Commissariat : Marta Moreira de Almeida, directrice adjointe du Musée Serralves, Portugal
Dessins et collages basés sur du texte, interventions spatiales, performances et publications, font partie des moyens et des supports utilisés par Carla Filipe (1973, Vila Nova da Barquinha, Portugal) pour élaborer un portrait de notre société qui est aussi une forme d’autoportrait. Adoptant les méthodes de l’anthropologue, elle observe, collecte, interviewe et documente les souvenirs de narrations individuelles et collectives ancrées dans la culture populaire d’un passé récent. Les voyages et la marche sont des procédés auxquels elle a recours lors de ses recherches tout autant que dans la production de ses œuvres.
S’inspirant d’événements autobiographiques au travers de l’expérience personnelle de son enfance dans une communauté de cheminots au Portugal, le processus très subjectif de ‘travail de terrain’ sert de loupe pour observer des modes de vie marginalisés par l’Histoire et les systèmes sociaux et politiques qui guident cette dernière.
Dans hóspede [hôte], Carla Filipe reprend notamment son travail sur l’iconographie d’affiches politiques, syndicalistes ou coopératives, transformant leur graphisme et leur design en 28 drapeaux – un pour chaque état membre de l’Union Européenne jusqu’en 2019. Les drapeaux représentent le poids des facteurs économiques dans leur relation avec l’UE, ainsi que des références historiques propres à chaque pays, pour illustrer la manière dont ils s’assemblent au sein de cette identité commune selon ce que le philosophe français Jacques Derrida appelait une ‘double mémoire’.
hóspede est un mot dont l’étymologie peut aussi désigner une personne qui occupe un endroit ou un espace donné en contrepartie d’une forme de paiement. Au sein du débat sur l’hospitalité qui agite le monde politique comme celui des pratiques artistiques contemporaines, la proposition de Carla Filipe fait de chaque état membre une entité dont l’équilibre demeure fragile (comme l’a récemment démontré le Brexit) et dont la relation avec l’UE est équivoque au vu de l’équilibre délicat entre des buts communs et des intérêts nationaux soumis à de perpétuels changements politiques.

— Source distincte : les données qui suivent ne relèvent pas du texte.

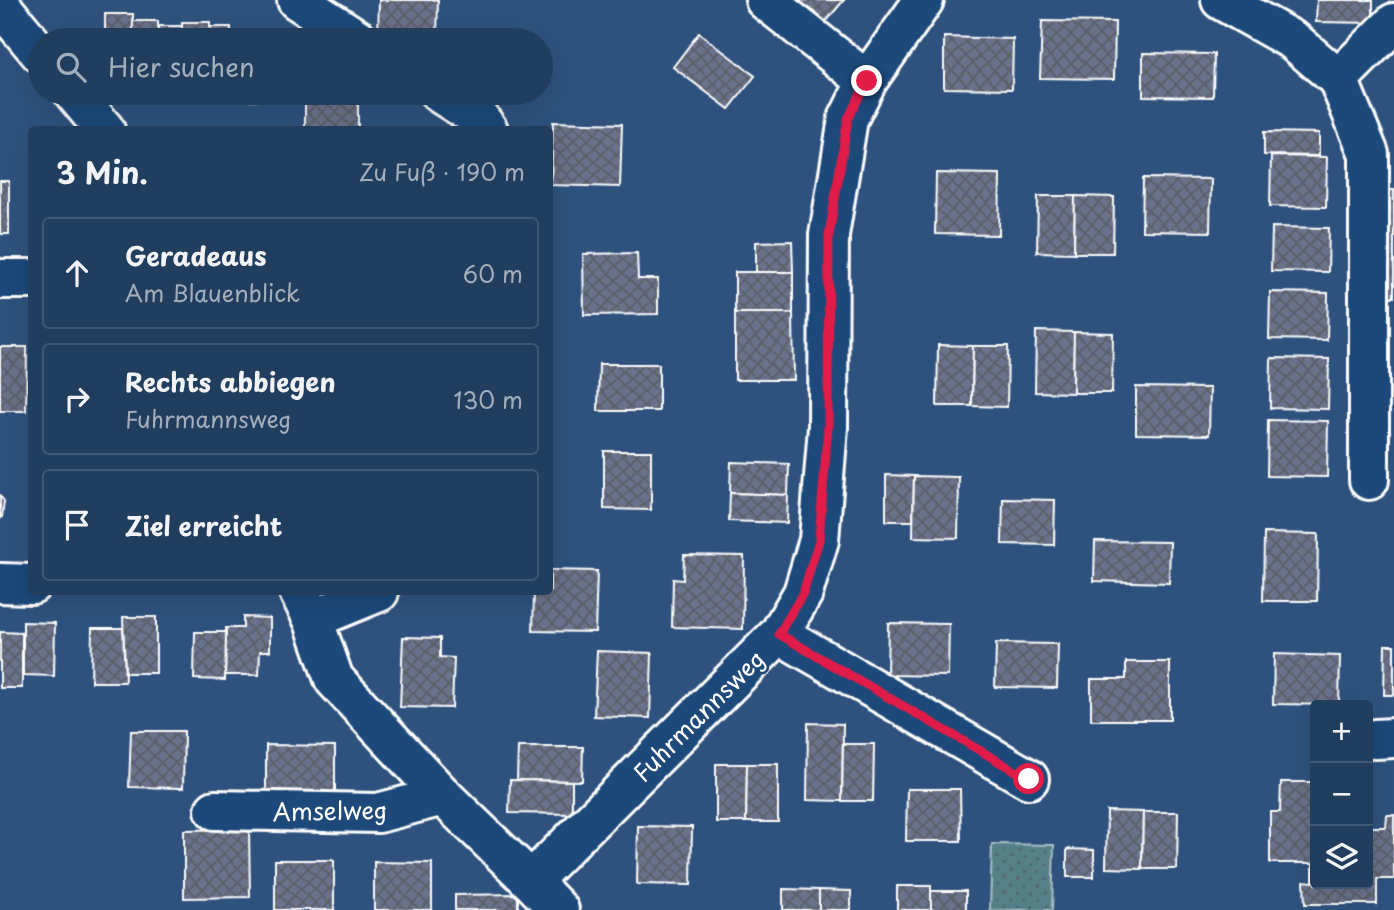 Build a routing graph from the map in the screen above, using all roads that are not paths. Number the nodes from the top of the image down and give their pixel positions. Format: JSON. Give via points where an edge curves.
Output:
{"nodes":[{"id":1,"x":297,"y":0,"type":"edge"},
{"id":2,"x":765,"y":0,"type":"edge"},
{"id":3,"x":924,"y":0,"type":"edge"},
{"id":4,"x":1221,"y":0,"type":"edge"},
{"id":5,"x":0,"y":5,"type":"edge"},
{"id":6,"x":1394,"y":23,"type":"edge"},
{"id":7,"x":340,"y":28,"type":"edge"},
{"id":8,"x":28,"y":39,"type":"edge"},
{"id":9,"x":1338,"y":79,"type":"junction"},
{"id":10,"x":867,"y":81,"type":"junction"},
{"id":11,"x":84,"y":105,"type":"edge"},
{"id":12,"x":458,"y":105,"type":"edge"},
{"id":13,"x":102,"y":126,"type":"edge"},
{"id":14,"x":485,"y":126,"type":"edge"},
{"id":15,"x":0,"y":279,"type":"edge"},
{"id":16,"x":28,"y":279,"type":"edge"},
{"id":17,"x":1369,"y":480,"type":"dead end"},
{"id":18,"x":0,"y":583,"type":"edge"},
{"id":19,"x":28,"y":584,"type":"edge"},
{"id":20,"x":362,"y":595,"type":"edge"},
{"id":21,"x":306,"y":605,"type":"edge"},
{"id":22,"x":779,"y":634,"type":"junction"},
{"id":23,"x":1029,"y":779,"type":"dead end"},
{"id":24,"x":443,"y":796,"type":"junction"},
{"id":25,"x":215,"y":810,"type":"dead end"},
{"id":26,"x":531,"y":881,"type":"junction"},
{"id":27,"x":559,"y":910,"type":"edge"}],
"edges":[{"from":1,"to":7,"type":"street"},
{"from":2,"to":10,"type":"street"},
{"from":3,"to":10,"type":"street","name":"Fuhrmannsweg"},
{"from":4,"to":9,"type":"street","via":[[1294,41]]},
{"from":5,"to":8,"type":"street"},
{"from":6,"to":9,"type":"street"},
{"from":9,"to":17,"type":"street","via":[[1369,154]]},
{"from":10,"to":22,"type":"street","name":"Fuhrmannsweg","via":[[848,119],[829,235],[828,427],[819,540],[803,593]]},
{"from":11,"to":13,"type":"street"},
{"from":12,"to":14,"type":"street"},
{"from":15,"to":16,"type":"street"},
{"from":18,"to":19,"type":"street"},
{"from":20,"to":21,"type":"street"},
{"from":21,"to":24,"type":"street","via":[[334,679]]},
{"from":22,"to":23,"type":"street"},
{"from":22,"to":26,"type":"street","name":"Fuhrmannsweg"},
{"from":24,"to":25,"type":"street","name":"Amselweg","via":[[378,813]]},
{"from":24,"to":26,"type":"street"},
{"from":26,"to":27,"type":"street"}]}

L’iconographie singulière des oeuvres de Carla Filipe n’offre pas de solutions. Elle révèle au contraire les tensions et les contradictions du présent.
L’oubli des valeurs de bases associées à la solidarité internationale, phénomène que l’on peut observer dans les sociétés contemporaines (y compris dans les sociétés européennes), constitue la toile de fond de cette exposition/installation, recouvrant tout l’arc allant de l’hospitalité à l’hostilité.
En parallèle de l’exposition de Carla Filipe, une programmation musicale est conjointement conçue par Pedro Rocha, le programmateur musique et performance du musée Serralves, et Arnaud Maguet, musicien et enseignant de la Villa Arson. Ce mini festival intitulé Lusosonic prévu le samedi 25 juin 2022 comme un parcours original dans les espaces intérieurs et extérieurs de la Villa Arson, présentera une partie de la scène musicale émergente portugaise dans un spectre allant de la musique expérimentale à la dance.
L’exposition hóspede et Lusosonic ont été spécialement conçus pour la Villa Arson, avec le soutien de la Fondation Gulbenkian – Délégation en France – et dans le cadre de la Saison France-Portugal 2022 et de la présidence française du Conseil de l’Union Européenne.